At Protiviti, my colleagues and I often receive questions regarding the proper positioning of compliance, often starting with this one: Who does compliance report to? While certainly this is an important question, it’s not the first one to ask.
Positioning the chief compliance officer (CCO) and the independent compliance function for effectiveness is a matter of first understanding the roles and responsibilities executive management and the board want them to play. This understanding provides a strong context for evaluating how to position compliance within the organization, an important point of view because of disparity in practice in positioning compliance and defining the responsibilities expected of it. The lack of a one-size-fits-all solution prompts a question: What is it that the CCO and the independent compliance function are expected to do?
Key Considerations
Generally, a company’s compliance function is responsible for overseeing or coordinating an organization’s compliance efforts and ensuring that the company and its employees understand and are complying with applicable laws, regulations, contracts and internal policies. Some functions may deal with most, if not all, compliance matters. Depending on the organization’s industry, others may deal with specific compliance domains such as environment, health and safety; contracting; product quality; employment and labor; and anti-corruption. Ethical and responsible business behavior may also fall within the scope of a compliance function’s responsibilities – i.e., those of the chief ethics and compliance officer (CECO).
A compliance function may be led by someone designated as the compliance officer or an equivalent title. If responsible for overall compliance, that person may be the CCO or CECO. Below, I use CCO in referring to the function’s leader.
Two Distinct Roles
There are two distinct CCO roles in practice. Although there are variations for sure, let’s focus on these two roles to provide a context for framing the positioning conversation:
“The Champion” advances the framework for identifying the applicable compliance requirements, aligning policies and processes with those requirements, assessing risk of noncompliance and closing gaps to ensure ongoing compliance. The front-line operating units and process owners are responsible for applying the compliance framework; they retain primary ownership of the risks created by their respective units and processes. The champion is independent of these primary risk owners and:
- Enables, coordinates and integrates cross-unit and cross-functional application of the framework by (a) providing tools, guidance and other resource materials to support its application and (b) ensuring sharing of effective practices to address enterprisewide compliance matters and common risks;
- Educates the primary risk owners on the proper use of the framework, provides them with appropriate insights and offers consultation upon request;
- Facilitates risk assessments and formalization of risk mitigation plans and supports executive management in communicating relevant compliance messages;
- Prepares a report on the state of compliance, typically on an annual basis, and either presents it to the board of directors or assists a senior executive who presents it to the board; and/or
- Reports compliance activities with periodic summaries to senior executives and the board, including (a) an assessment of the risks and potential impact of noncompliance against the estimated costs to achieve compliance and (b) recommendations of compliance funding priorities and appropriate corrective actions.

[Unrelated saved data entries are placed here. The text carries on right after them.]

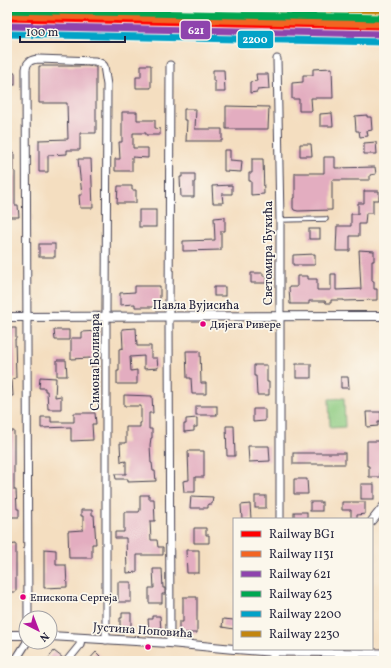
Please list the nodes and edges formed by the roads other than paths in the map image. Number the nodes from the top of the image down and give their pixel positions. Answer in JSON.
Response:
{"nodes":[{"id":1,"x":277,"y":59,"type":"dead end"},
{"id":2,"x":170,"y":65,"type":"dead end"},
{"id":3,"x":280,"y":220,"type":"junction"},
{"id":4,"x":326,"y":220,"type":"dead end"},
{"id":5,"x":169,"y":316,"type":"junction"},
{"id":6,"x":384,"y":316,"type":"edge"},
{"id":7,"x":27,"y":317,"type":"junction"},
{"id":8,"x":106,"y":317,"type":"junction"},
{"id":9,"x":279,"y":317,"type":"junction"},
{"id":10,"x":7,"y":318,"type":"edge"},
{"id":11,"x":384,"y":506,"type":"edge"},
{"id":12,"x":280,"y":518,"type":"edge"},
{"id":13,"x":373,"y":520,"type":"edge"},
{"id":14,"x":28,"y":610,"type":"edge"},
{"id":15,"x":7,"y":636,"type":"edge"},
{"id":16,"x":18,"y":636,"type":"edge"},
{"id":17,"x":58,"y":637,"type":"edge"},
{"id":18,"x":81,"y":638,"type":"junction"},
{"id":19,"x":106,"y":640,"type":"junction"},
{"id":20,"x":170,"y":644,"type":"junction"},
{"id":21,"x":233,"y":649,"type":"edge"},
{"id":22,"x":22,"y":650,"type":"edge"},
{"id":23,"x":255,"y":650,"type":"edge"},
{"id":24,"x":275,"y":651,"type":"edge"},
{"id":25,"x":384,"y":653,"type":"edge"},
{"id":26,"x":15,"y":661,"type":"edge"},
{"id":27,"x":67,"y":661,"type":"edge"},
{"id":28,"x":272,"y":661,"type":"edge"}],
"edges":[{"from":1,"to":3,"type":"street","name":"Светомира Ђукића"},
{"from":2,"to":5,"type":"street"},
{"from":3,"to":4,"type":"lane"},
{"from":3,"to":9,"type":"street","name":"Светомира Ђукића"},
{"from":5,"to":8,"type":"street","name":"Павла Вујисића"},
{"from":5,"to":9,"type":"street","name":"Павла Вујисића"},
{"from":5,"to":20,"type":"street"},
{"from":6,"to":9,"type":"street","name":"Павла Вујисића"},
{"from":7,"to":8,"type":"street","name":"Павла Вујисића"},
{"from":7,"to":8,"type":"street","name":"Симона Боливара"},
{"from":7,"to":10,"type":"street","name":"Павла Вујисића"},
{"from":7,"to":14,"type":"street"},
{"from":8,"to":19,"type":"street","name":"Симона Боливара"},
{"from":9,"to":12,"type":"street","name":"Светомира Ђукића"},
{"from":11,"to":13,"type":"street"},
{"from":15,"to":16,"type":"street"},
{"from":17,"to":18,"type":"street","name":"Јустина Поповића"},
{"from":18,"to":19,"type":"street","name":"Јустина Поповића"},
{"from":18,"to":27,"type":"street"},
{"from":19,"to":20,"type":"street","name":"Јустина Поповића"},
{"from":20,"to":21,"type":"street","name":"Јустина Поповића"},
{"from":22,"to":26,"type":"street"},
{"from":23,"to":24,"type":"street","name":"Јустина Поповића"},
{"from":24,"to":25,"type":"street","name":"Јустина Поповића"},
{"from":24,"to":28,"type":"street"}]}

In summary, the Champion CCO is empowered to play a number of roles – framework advancer/enabler, coordinator/integrator (to ensure consistency), educator (to provide insights), facilitator, consultant, communicator and reporter.
“The Line of Defense” undertakes the activities of the champion and, in addition, is authorized to do a combination of the following:
- Evaluate the (1) state of compliance, (2) quality of compliance risk assessments, (3) design and implementation of risk mitigation plans and (4) operating effectiveness of those plans, all in coordination with internal audit and other evaluators;
- Establish standards and implement procedures to ensure that the organization’s compliance programs are cost-effective in preventing, deterring and detecting noncompliance situations and making necessary corrections through enhancement of existing policies and improvement of compliance infrastructure;
- Approve policies and compliance risk mitigation plan design to address identified risks;
- Coordinate internal compliance reviews of lines of business and functions and monitor their activities to ascertain whether compliance programs are working as intended;
- Escalate issues to executive management (including the CEO) and, through appropriate channels, the board of directors;
- Veto activities affecting compliance with the organization’s policies; and/or
- Arbitrate disagreements between operating and functional units that affect compliance.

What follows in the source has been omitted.